++++ Task input ++++

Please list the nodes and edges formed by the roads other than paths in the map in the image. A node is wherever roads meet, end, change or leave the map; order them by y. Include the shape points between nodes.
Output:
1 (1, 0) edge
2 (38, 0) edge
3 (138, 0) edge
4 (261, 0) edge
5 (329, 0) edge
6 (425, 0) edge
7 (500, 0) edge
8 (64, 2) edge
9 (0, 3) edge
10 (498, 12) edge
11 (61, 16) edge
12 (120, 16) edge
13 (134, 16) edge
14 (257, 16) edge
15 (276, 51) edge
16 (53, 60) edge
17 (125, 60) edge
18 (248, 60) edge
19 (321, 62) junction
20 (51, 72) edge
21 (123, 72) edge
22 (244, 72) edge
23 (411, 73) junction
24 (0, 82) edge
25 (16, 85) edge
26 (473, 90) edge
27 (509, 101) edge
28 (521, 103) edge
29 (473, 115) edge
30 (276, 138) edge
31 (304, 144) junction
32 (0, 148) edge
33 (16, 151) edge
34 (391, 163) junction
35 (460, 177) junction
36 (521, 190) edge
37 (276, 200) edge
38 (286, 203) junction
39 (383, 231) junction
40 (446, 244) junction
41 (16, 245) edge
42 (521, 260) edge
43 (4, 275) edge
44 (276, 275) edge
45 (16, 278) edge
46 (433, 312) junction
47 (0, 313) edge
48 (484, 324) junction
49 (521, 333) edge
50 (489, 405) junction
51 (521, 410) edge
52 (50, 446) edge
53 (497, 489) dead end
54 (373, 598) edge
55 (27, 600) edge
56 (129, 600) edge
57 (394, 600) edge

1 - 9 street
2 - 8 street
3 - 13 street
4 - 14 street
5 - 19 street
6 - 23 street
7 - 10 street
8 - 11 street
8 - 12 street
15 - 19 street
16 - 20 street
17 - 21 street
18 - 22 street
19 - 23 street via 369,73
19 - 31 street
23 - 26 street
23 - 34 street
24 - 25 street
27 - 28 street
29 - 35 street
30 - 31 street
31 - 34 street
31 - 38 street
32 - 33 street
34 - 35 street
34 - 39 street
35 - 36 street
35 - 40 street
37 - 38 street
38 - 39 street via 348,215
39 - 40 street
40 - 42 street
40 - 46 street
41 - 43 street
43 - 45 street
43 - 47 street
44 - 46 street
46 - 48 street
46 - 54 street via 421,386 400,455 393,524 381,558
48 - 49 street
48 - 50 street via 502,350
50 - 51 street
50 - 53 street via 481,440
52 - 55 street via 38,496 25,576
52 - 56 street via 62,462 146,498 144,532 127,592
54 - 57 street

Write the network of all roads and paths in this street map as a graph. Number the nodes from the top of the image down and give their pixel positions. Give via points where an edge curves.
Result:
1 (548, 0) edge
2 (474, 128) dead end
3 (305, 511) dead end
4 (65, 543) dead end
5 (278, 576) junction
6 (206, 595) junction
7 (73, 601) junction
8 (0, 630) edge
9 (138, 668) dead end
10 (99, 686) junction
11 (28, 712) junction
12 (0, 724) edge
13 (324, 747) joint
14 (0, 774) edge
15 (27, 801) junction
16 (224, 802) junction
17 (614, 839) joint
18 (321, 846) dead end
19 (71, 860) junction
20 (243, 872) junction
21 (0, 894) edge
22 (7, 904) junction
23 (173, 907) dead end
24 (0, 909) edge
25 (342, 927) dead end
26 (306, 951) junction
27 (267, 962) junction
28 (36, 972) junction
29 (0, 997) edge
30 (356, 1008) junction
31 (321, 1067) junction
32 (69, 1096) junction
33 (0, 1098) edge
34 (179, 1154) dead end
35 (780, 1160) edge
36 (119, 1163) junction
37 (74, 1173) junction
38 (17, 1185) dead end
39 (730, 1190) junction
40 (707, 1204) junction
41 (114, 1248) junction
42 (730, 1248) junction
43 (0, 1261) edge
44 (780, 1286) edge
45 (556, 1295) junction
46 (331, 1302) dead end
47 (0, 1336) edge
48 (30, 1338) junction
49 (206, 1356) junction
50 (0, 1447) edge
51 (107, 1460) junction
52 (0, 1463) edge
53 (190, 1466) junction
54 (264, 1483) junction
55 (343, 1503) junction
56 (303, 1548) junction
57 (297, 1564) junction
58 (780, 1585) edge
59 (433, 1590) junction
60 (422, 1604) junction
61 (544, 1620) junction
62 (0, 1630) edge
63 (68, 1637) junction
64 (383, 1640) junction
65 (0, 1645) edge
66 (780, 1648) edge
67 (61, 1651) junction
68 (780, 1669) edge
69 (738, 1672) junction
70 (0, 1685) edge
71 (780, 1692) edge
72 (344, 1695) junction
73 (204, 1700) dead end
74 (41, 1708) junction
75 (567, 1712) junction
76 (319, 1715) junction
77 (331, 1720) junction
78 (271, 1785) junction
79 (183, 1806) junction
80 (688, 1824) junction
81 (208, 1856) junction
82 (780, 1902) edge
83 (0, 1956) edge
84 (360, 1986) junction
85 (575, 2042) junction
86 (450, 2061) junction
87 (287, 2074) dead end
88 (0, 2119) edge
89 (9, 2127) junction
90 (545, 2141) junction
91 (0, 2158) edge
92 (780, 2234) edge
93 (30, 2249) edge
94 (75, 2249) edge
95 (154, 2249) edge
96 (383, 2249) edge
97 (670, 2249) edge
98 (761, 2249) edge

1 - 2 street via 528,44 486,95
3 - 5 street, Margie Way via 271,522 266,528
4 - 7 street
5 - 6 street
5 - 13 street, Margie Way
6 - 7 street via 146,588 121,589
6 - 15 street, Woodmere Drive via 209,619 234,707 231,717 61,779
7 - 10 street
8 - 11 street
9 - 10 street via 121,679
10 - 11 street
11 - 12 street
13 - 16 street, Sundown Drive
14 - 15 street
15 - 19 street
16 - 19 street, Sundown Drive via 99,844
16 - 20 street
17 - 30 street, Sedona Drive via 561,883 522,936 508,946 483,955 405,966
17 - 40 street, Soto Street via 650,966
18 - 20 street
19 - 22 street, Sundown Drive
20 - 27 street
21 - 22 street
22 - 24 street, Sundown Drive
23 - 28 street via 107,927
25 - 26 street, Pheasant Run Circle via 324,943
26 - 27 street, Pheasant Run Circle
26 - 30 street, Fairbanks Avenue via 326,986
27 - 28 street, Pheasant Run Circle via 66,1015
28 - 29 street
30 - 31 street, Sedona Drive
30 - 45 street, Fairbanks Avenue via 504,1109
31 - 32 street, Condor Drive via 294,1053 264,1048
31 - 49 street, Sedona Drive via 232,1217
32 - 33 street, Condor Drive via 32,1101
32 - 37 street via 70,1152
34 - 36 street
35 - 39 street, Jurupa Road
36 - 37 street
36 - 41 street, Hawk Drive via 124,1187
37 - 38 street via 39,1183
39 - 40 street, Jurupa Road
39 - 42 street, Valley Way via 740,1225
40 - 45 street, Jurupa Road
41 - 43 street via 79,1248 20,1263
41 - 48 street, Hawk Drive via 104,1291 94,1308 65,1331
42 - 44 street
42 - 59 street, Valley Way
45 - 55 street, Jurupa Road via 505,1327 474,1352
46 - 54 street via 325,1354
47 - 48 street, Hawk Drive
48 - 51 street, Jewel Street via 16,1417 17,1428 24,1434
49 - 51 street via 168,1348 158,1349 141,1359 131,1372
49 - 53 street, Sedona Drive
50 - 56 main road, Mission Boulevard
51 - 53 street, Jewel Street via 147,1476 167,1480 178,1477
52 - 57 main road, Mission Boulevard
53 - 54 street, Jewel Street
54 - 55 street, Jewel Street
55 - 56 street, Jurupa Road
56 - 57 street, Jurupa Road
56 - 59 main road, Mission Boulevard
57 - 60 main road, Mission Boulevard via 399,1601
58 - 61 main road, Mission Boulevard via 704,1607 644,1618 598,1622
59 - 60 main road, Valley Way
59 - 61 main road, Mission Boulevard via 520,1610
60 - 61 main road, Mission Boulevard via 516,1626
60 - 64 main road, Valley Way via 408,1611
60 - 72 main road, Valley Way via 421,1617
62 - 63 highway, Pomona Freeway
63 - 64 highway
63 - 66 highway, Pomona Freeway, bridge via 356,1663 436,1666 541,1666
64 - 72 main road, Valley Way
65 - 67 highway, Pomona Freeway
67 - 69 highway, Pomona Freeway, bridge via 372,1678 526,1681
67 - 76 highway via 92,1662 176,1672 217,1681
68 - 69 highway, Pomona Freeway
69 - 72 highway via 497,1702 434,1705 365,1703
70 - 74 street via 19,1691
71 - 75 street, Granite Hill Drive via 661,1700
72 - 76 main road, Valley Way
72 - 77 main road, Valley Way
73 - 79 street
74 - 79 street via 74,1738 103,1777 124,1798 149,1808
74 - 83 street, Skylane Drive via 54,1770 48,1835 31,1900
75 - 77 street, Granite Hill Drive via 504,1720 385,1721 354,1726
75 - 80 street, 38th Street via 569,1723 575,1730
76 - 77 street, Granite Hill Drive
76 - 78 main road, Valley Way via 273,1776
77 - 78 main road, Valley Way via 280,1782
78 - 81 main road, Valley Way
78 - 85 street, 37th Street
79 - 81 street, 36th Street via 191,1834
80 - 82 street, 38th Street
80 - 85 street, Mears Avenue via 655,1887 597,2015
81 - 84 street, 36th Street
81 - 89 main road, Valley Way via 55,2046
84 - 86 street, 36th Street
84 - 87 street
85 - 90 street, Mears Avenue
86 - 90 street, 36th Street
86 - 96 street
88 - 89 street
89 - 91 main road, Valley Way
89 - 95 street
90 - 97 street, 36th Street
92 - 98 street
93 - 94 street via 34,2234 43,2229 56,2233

++++

* _Work instruction_:
Tally of lines with the word "Granite": work out how many lines in the records hold it, and give that number only.

* _Written answer_:
3